In this study, extensive invasive mapping was used as the gold standard sequentially recorded beats and electrograms are used to estimate LAT. During both the invasive maps and the selection of the beats from the BSPM signals, no respiratory gating was used, possibly resulting in error caused by respiration. Visual comparison of the maps also shows a distinct difference between the invasive and non-invasive maps, where the non-invasive maps are more smoothed compared to the more speckled invasive maps. From the LAT maps Durrer presented, a smoother pattern is expected (like the iECG estimation), but other invasive LAT maps presented in quantitative iECG comparison studies and invasive studies show this more speckled pattern.9,32,40 This difference is most likely caused by the density of obtained LAT measurements; the maps of Durrer et al are constructed using a large inherent smoothing pattern, due to the sparsity of the number of needles used to obtain the LAT. However, also both inaccuracy in the invasive mapping system or more physiologically based variation in the activation of (diseased) myocardial tissue, may contribute to this speckled pattern. The contribution of these factors is however yet unknown and should be verified as this fundamental difference in pattern will always severely affect presented inter-map correlations and absolute differences.
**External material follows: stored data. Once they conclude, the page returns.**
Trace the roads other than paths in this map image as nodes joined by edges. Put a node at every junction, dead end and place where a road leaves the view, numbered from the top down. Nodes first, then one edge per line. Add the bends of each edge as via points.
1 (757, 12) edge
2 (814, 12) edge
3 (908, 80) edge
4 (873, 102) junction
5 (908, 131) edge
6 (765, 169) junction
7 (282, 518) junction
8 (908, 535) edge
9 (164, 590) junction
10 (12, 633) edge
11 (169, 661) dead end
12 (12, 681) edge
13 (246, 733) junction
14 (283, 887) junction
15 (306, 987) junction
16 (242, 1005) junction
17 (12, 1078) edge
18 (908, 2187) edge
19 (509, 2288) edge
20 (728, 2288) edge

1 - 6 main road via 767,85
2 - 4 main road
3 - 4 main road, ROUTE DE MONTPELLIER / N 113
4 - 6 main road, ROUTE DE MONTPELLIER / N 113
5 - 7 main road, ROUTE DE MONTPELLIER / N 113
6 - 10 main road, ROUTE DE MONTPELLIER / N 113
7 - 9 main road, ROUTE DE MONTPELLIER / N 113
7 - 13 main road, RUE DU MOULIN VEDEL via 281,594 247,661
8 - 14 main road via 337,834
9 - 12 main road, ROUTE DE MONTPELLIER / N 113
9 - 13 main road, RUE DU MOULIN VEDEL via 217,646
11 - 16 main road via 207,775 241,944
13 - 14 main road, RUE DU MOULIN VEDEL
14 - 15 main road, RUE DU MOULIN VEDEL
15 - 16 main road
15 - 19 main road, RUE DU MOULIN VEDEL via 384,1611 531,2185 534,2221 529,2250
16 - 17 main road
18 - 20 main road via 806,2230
The His-Purkinje model used in this study can be optimized to the specific patient, however, it remains a crude representation of true cardiac anatomy and electrophysiology. In the model one node surrounded by a region of increased conduction velocity was used to simulate Purkinje-myocardial junction. However, in reality, these junctions are a much more complex system. Therefore, and due to the incompleteness of specifically the endocardial maps, we were not able to compare the EAM mapped focal sites to our iECG estimated focal sites.

Conclusion

Modeling of the effect of the His-Purkinje system in our novel multi-wave iECG method provides a physiologically robust estimation of the ventricular activation sequence even in normal (narrow QRS) ventricular activation. The computation time required by multi-wave iECG was short, crucial for clinical use. Multi-wave iECG might thus enable the identification and progression of arrhythmogenic substrates in patients with structural heart disease. Future research will be directed towards the combination of the novel His-Purkinje model and the incorporation of myocardial tissue characteristics, e.g. scar, to improve our iECG method.